BEGIN

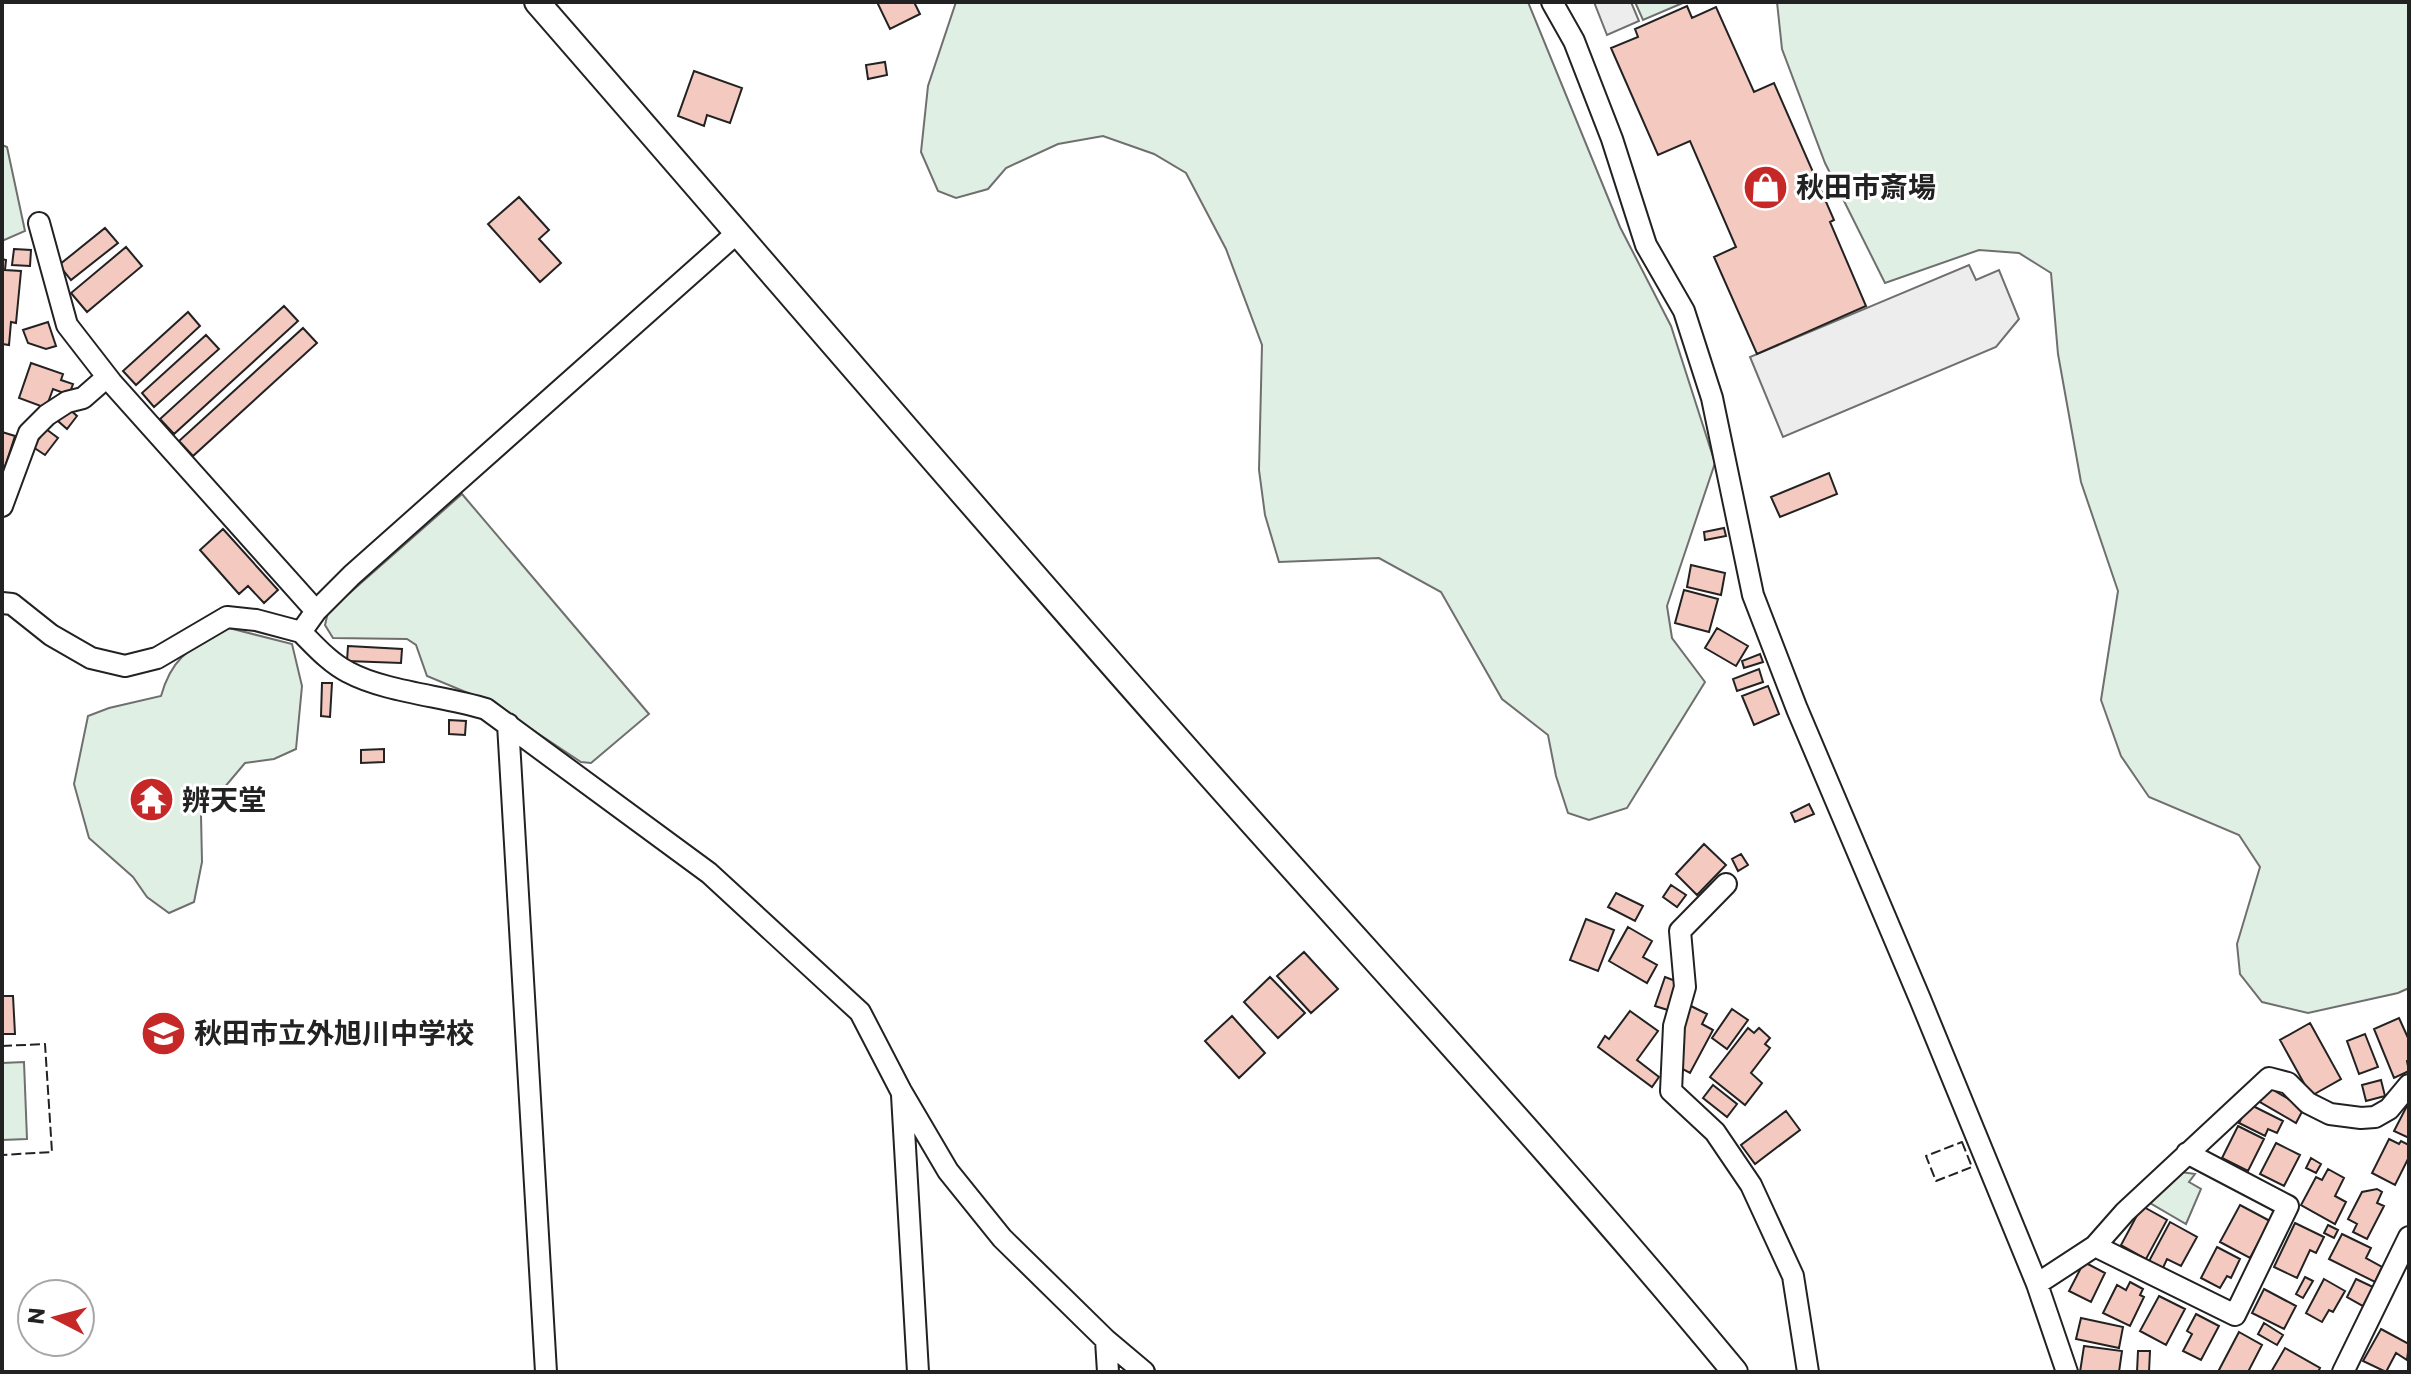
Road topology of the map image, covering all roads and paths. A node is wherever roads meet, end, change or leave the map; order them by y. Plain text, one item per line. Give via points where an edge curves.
1 (537, 2) edge
2 (1552, 2) edge
3 (39, 223) dead end
4 (738, 232) junction
5 (107, 377) junction
6 (2, 506) edge
7 (2, 603) edge
8 (316, 611) junction
9 (301, 632) junction
10 (508, 724) junction
11 (1726, 884) dead end
12 (2409, 1085) edge
13 (901, 1091) junction
14 (2187, 1153) junction
15 (2409, 1237) edge
16 (2095, 1246) junction
17 (2037, 1284) junction
18 (1106, 1340) junction
19 (546, 1372) edge
20 (918, 1372) edge
21 (1108, 1372) edge
22 (1144, 1372) edge
23 (1735, 1372) edge
24 (1808, 1372) edge
25 (2067, 1372) edge
26 (2343, 1372) edge

1 - 4 street
2 - 17 street via 1574,41 1612,139 1646,245 1684,311 1712,398 1753,595
3 - 5 street via 67,325
4 - 8 street
4 - 23 street
5 - 6 street via 83,398 47,415 29,433
5 - 8 street
7 - 9 street via 12,604 91,658 125,666 157,658 227,617
8 - 9 street
9 - 10 street via 349,673 458,700 486,709
10 - 13 street via 709,873 860,1012
10 - 19 street
11 - 24 street via 1680,931 1685,987 1674,1026 1671,1091 1715,1132 1751,1185 1793,1276
12 - 14 street via 2389,1109 2361,1118 2330,1114 2308,1103 2288,1083 2269,1078
13 - 18 street via 948,1171 1002,1238
13 - 20 street
14 - 16 street
14 - 16 street via 2288,1206 2235,1315
15 - 26 street
16 - 17 street
17 - 25 street
18 - 21 street
18 - 22 street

END

§ ACTION ITEM
Count the lines above with the string "junction"; report only that figure.

§ EXERCISE RESPONSE
10